Successful social integration in the regular classroom emphasizes being visible to other students (social impact), being someone with whom other students want to interact (social preference) and being a member of a group (social network affiliation) (Chamberlain, Kasari, & Rotherman-Fuller, 2007). Classroom social networks are created by the students as they develop distinct associations and determine the behaviors acceptable within the social networks (Farmer, Pearl, & VanAcker, 1996). Studies have shown that children with ASD are more socially involved with their peers when in inclusive classrooms (Mesibov & Shea, 1996; Williams, Johnson, & Sukhodolsky, 2005). However, proximity alone to normally developing peers is unfortunately insufficient for achieving social skills goals (Constantino et al., 2003). Knowing this, the inclusive classroom would appear to be an ideal place to implement formal and deliberate social skills interventions. Social skills interventions carded out in an inclusive setting, where the hidden curriculum occurs, might have more success in producing measurable change than interventions carried out in pull-out programs because of the availability of typically developing peers with whom to interact, the regularity with which the intervention can occur, and the fact that skills can be taught and practiced in the environment in which they are targeted to occur (Ingersoll & Schreibman, 2006; Williams, Johnson, & Sukhodolsky, 2005). But do teachers have the time and the opportunities to manage the interventions?
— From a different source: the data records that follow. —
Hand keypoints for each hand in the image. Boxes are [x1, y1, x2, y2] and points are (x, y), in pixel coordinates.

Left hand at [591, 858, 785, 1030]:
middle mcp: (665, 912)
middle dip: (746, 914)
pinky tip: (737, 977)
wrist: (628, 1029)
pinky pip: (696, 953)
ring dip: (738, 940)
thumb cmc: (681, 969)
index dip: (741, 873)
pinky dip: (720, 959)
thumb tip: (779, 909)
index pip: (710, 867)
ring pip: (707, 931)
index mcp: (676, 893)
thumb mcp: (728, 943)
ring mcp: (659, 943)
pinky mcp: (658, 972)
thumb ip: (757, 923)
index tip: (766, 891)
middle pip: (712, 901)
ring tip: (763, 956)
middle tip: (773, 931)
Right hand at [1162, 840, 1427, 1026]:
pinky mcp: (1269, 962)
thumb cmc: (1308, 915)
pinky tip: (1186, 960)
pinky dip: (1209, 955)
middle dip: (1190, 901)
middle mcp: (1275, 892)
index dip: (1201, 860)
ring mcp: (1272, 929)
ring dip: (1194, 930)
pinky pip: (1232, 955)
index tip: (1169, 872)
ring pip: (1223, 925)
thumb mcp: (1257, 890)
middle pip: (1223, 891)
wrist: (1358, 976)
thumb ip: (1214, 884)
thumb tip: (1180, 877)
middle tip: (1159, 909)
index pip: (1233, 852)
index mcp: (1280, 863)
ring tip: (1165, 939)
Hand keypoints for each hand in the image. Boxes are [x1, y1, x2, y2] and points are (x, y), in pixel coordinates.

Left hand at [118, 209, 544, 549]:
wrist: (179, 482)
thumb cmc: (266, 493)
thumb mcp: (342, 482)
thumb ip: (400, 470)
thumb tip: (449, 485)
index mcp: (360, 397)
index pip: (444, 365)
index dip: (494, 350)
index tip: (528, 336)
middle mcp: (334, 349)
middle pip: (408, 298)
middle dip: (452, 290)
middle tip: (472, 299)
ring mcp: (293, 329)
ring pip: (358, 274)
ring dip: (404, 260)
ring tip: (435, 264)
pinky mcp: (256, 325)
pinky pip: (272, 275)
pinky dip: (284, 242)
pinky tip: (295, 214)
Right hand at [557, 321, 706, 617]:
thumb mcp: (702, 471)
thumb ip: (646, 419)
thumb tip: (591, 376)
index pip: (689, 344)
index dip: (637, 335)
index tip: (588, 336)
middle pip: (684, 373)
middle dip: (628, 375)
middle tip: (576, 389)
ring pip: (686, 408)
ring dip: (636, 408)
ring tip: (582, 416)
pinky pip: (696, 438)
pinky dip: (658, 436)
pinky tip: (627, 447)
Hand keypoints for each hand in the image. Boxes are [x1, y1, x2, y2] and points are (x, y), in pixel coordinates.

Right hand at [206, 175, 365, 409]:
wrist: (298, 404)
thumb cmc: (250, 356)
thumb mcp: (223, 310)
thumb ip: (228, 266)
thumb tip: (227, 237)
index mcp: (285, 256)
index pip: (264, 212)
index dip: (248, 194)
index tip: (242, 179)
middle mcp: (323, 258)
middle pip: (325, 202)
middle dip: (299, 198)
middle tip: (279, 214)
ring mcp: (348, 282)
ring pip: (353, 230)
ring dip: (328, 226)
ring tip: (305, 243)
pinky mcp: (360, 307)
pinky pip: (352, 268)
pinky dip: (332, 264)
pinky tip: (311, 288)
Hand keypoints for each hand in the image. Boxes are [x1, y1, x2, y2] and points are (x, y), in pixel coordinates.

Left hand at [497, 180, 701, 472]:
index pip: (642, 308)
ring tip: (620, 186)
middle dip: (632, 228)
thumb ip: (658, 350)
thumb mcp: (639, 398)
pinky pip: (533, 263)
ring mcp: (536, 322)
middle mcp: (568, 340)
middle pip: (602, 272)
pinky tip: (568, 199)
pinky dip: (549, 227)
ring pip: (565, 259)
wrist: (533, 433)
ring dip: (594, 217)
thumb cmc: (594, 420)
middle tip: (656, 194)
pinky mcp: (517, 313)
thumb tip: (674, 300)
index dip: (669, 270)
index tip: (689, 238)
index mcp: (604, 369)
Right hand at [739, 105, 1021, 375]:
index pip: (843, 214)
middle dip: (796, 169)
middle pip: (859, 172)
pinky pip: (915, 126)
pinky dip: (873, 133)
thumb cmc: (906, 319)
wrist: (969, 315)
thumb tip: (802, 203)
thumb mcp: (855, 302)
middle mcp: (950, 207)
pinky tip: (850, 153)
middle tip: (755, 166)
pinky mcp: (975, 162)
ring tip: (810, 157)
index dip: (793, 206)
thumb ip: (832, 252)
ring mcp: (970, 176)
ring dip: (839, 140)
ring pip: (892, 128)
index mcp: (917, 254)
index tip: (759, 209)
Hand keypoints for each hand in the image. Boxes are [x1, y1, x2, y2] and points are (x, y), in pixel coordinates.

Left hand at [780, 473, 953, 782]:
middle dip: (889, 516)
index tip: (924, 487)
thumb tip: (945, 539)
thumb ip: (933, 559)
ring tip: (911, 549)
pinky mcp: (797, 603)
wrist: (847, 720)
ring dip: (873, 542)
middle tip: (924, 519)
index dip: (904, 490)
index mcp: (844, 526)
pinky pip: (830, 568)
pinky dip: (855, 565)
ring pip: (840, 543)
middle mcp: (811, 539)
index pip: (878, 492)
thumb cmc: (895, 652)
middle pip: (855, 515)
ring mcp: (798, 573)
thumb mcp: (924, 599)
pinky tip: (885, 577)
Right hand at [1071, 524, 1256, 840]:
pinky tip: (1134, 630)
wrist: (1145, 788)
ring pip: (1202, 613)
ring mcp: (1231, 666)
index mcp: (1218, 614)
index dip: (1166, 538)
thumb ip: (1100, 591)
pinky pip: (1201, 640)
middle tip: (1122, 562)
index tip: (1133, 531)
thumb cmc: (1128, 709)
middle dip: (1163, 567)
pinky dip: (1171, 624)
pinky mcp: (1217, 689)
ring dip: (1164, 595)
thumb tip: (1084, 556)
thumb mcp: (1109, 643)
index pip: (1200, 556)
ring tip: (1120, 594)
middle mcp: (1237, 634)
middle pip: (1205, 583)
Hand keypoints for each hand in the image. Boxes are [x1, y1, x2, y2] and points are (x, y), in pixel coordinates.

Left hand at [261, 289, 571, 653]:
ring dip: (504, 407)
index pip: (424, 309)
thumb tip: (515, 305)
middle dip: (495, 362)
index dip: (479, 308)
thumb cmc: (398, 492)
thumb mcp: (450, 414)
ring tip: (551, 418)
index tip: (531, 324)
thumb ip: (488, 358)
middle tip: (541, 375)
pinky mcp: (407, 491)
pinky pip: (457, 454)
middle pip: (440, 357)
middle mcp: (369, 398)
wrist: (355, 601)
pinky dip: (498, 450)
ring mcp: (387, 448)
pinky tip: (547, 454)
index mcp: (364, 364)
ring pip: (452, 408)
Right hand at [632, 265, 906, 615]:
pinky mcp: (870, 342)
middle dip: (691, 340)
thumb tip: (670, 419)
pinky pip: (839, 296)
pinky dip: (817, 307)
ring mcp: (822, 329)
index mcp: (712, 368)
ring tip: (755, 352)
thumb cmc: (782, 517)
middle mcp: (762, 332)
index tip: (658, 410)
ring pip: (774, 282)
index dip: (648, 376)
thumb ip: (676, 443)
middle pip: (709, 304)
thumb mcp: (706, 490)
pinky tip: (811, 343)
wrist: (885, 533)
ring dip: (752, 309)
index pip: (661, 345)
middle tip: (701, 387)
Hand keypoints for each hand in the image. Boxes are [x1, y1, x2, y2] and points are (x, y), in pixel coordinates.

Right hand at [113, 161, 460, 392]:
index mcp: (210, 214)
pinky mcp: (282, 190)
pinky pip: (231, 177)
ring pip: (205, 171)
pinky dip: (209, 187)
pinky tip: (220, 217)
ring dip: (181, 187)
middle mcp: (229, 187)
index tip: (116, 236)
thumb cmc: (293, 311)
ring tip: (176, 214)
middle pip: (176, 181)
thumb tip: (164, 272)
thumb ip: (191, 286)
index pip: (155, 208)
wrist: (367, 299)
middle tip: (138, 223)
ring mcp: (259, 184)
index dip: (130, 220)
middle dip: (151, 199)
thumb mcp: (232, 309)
Paraprofessionals provide valuable service for many children in the classroom. They often implement interventions working one-on-one with children for reasons such as reminders to stay on-task, to follow directions, or to assist with scaffolding the teacher's whole group instruction. However, despite the important position they play in many children's lives, they are not always well-prepared for the roles they are assigned (Malmgren, Causton-Theoharis, & Trezek, 2005). Yet, they continue to be called on for assistance for educational and behavioral goals for children in their care. Malmgren, Causton-Theoharis, and Trezek suggested that training paraprofessionals to teach social skills in the classroom can allow for these skills to be taught in the inclusive classroom without disrupting the flow of teaching or removing the child from opportunities for social interaction with peers. This arrangement might also address the issue of transfer of learned social skills across settings, something that is often a problem for many children with autism.

Social skills interventions all rely on either an adult or a peer to encourage appropriate social behaviors. Many use the natural setting, for example recess and the play ground, while others use a more contrived setting where role playing and script learning are practiced before entering the natural setting. The majority of the research done with social skills training among children with ASD demonstrates effectiveness through the use of behavioral counts of actual prosocial behavior prior to, during, and following the intervention. However, as suggested previously, social acceptance depends as much on how the behaviors of the child are perceived by others as on the frequency with which the child demonstrates the skills.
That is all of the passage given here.